**Exercise:**
Exclude the pictures and retype the entries as written.

**Input for this task:**
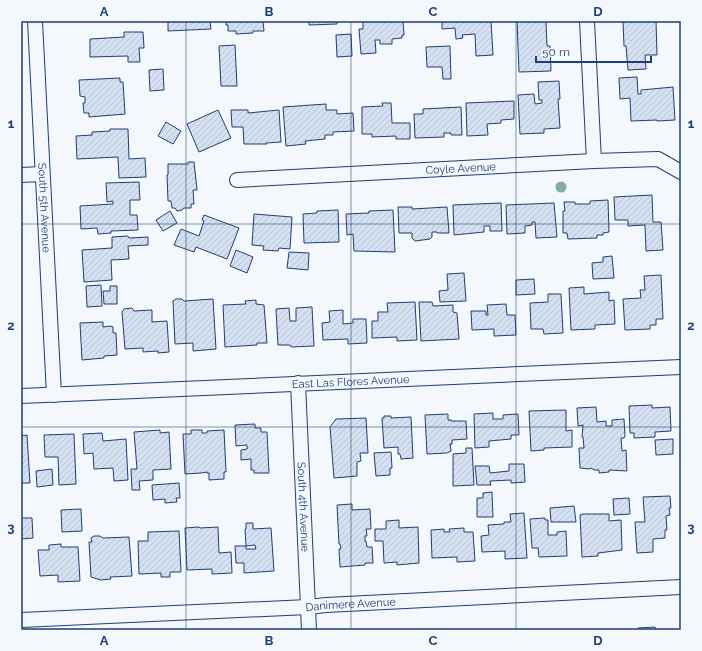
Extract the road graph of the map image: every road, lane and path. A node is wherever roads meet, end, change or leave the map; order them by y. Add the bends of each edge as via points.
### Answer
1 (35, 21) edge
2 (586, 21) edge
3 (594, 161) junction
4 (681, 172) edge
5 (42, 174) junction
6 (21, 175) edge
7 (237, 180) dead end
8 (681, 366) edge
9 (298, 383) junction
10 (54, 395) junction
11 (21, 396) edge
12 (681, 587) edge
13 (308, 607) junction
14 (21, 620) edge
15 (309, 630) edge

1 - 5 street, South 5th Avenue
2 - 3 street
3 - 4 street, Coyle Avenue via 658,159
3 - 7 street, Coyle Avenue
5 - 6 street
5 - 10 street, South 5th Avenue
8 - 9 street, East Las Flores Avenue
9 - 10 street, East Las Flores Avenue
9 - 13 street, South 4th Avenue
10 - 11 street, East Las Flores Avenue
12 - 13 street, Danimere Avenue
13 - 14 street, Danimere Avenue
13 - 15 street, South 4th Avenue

**Solution for this problem:**
Extract the road graph of the map image: every road, lane and path. A node is wherever roads meet, end, change or leave the map; order them by y. Add the bends of each edge as via points.
### Answer
1 (35, 21) edge
2 (586, 21) edge
3 (594, 161) junction
4 (681, 172) edge
5 (42, 174) junction
6 (21, 175) edge
7 (237, 180) dead end
8 (681, 366) edge
9 (298, 383) junction
10 (54, 395) junction
11 (21, 396) edge
12 (681, 587) edge
13 (308, 607) junction
14 (21, 620) edge
15 (309, 630) edge

1 - 5 street, South 5th Avenue
2 - 3 street
3 - 4 street, Coyle Avenue via 658,159
3 - 7 street, Coyle Avenue
5 - 6 street
5 - 10 street, South 5th Avenue
8 - 9 street, East Las Flores Avenue
9 - 10 street, East Las Flores Avenue
9 - 13 street, South 4th Avenue
10 - 11 street, East Las Flores Avenue
12 - 13 street, Danimere Avenue
13 - 14 street, Danimere Avenue
13 - 15 street, South 4th Avenue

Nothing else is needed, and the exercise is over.